De avô para neto ou o ‘circo’ perdido nas brumas da memória… (3)

por PEDRO ARÊAS, 25/08/2014

Número 2: Josimar Higino Pereira, ou Josimar, sim, sim, ele mesmo, negão beiçudo que era uma comédia, amava os espetáculos noturnos mais que os diurnos ou vespertinos. E como admirava uma marvada e um perigoso talco branco pra passar no rosto, no nariz, etc. Fazia de moradia seu Escort XR3 conversível amarelo, endereço sem CEP fixo, como os caminhões circo, que invadem cidades pelo interior trazendo esperança. Colocou Carlos Alberto Torres no banco por conta de sua hilária e conturbada trajetória, era muito mais engraçado, fez dois gols antológicos em 1986. Estava sempre em noticiários esportivos ou não, sorridente ou não. Uma espécie de Antônio Carlos, ou Mussum. Fantástico!

Na zaga, equilibristas e domadores da maior qualidade, tinham a finalidade de desarmar outros artistas, mas o faziam de forma elegante e alegre, como Dedé Santana e Sargento Pincel. Números 3 e 4: Três, Sebastião Leônidas, ou Leônidas, um dos primeiros a fazer a linha de impedimento, inovação para sua época, zagueiraço! Classudo. Esteve no jogo em que a seleção brasileira, foi representada pela nossa trupe em 1968 e sapecou um 4 a 1 na Argentina. SELEFOGO. Apesar de toda melancolia contida nos tangos, deu para divertir brasileiros e até argentinos nesse dourado espetáculo. Fantástico!

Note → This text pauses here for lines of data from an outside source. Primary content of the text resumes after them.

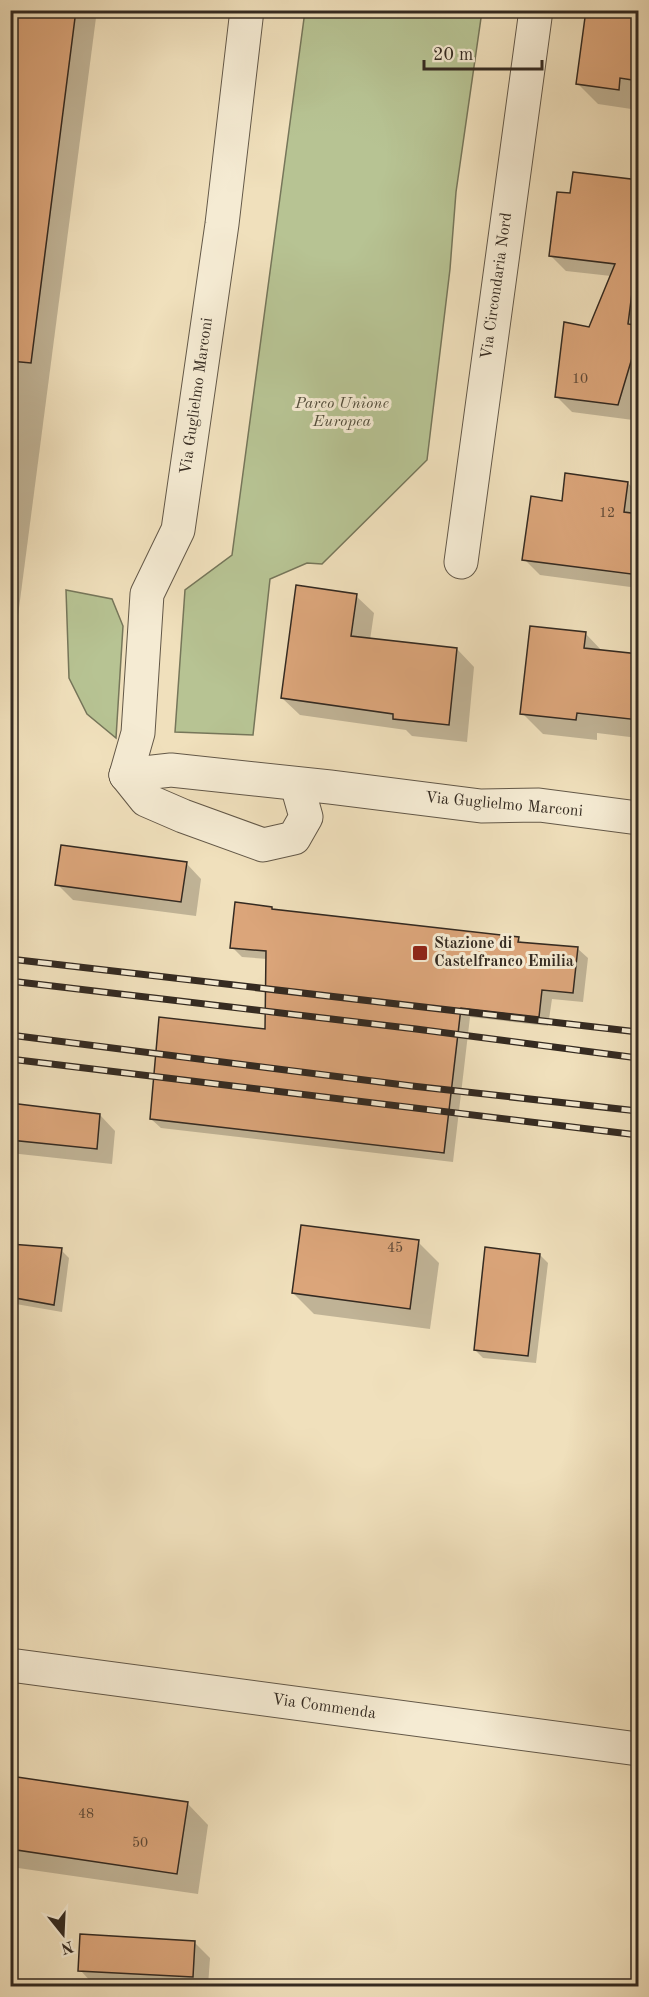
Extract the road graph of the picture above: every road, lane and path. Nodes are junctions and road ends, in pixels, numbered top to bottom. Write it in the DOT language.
graph roads {
  1 [pos="247,10"];
  2 [pos="536,10"];
  3 [pos="461,562"];
  4 [pos="126,775"];
  5 [pos="297,785"];
  6 [pos="639,818"];
  7 [pos="10,1665"];
  8 [pos="639,1749"];
  1 -- 4 [label="street, Via Guglielmo Marconi"];
  2 -- 3 [label="street, Via Circondaria Nord"];
  4 -- 5 [label="street, Via Guglielmo Marconi"];
  4 -- 5 [label="street"];
  5 -- 6 [label="street, Via Guglielmo Marconi"];
  7 -- 8 [label="street, Via Commenda"];
}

Nosso quatro foi Mauro Geraldo Galvão, ou Mauro Galvão, se equilibrava em qualquer corda ou fita, e pela sua liderança natural, equilibrava o restante do elenco sem auxílio de varas de bambu, canos, madeiras ou porretes. Categoria, muita categoria em suas atuações. Fantástico! Número 5: Valdir Pereira, ou Didi. Um dos maiores e mais elegantes meio campistas da história. Quase perdeu a perna aos 14 anos por conta de uma infecção, imagina, que piada sem propósito, hein, destino? Palhaçada ao avesso. Mas sejamos justos, o destino amadureceu, tomou vergonha na cara e se recompôs, deu tempo ao menino, que pouco mais tarde criou a Folha Seca, técnica que consistia em bater na bola de forma diferenciada em cobranças de falta. Utilizava o lado externo do pé para fazer a pelota girar sobre si mesma, alterando sua trajetória natural. A bola ganhava altura e descaía de maneira ligeira próxima ao alvo, surpreendendo adversários. O efeito final era de uma folha caindo de uma árvore, alternando sua direção num vai e vem descompassado. Dentro da rede, claro! Tentaram copiá-lo, em vão. Houve um episódio clássico na final do mundial de 62, quando o Brasil levou, aos 15 minutos, um a zero da fria Tchecoslováquia. Segunda vez que o escrete brasileiro saía atrás do placar no torneio. Mas final é final. Desespero? Nada, pegou a bola dentro do gol e tranquilamente a conduziu ao círculo central caminhando vagarosamente.

Amarildo, o possesso, menino ainda, desesperado pediu pressa, gesticulou, e ele retrucou: calma garoto, nosso time continua sendo melhor que o deles. Olha em volta, você tá jogando no Botafogo, só mudou a cor da camiseta. Fica tranquilo que a gente já vira esse jogo. Final de partida: 3 a 1 Brasil. Inclusive com gol de Amarildo logo em seguida empatando a peleja. Segundo título mundial. Reclamou baixinho no fim da vida para parentes: meu sonho é ensinar meninos a fazer a Folha Seca, ninguém mais está fazendo isso. Infelizmente Didi, realmente não estão mais jogando folhas secas pelos gramados, e sim, esburacando-os com bombas, granadas, mísseis e dinamites. Foi uma espécie de Renato Aragão, nosso eterno Didi.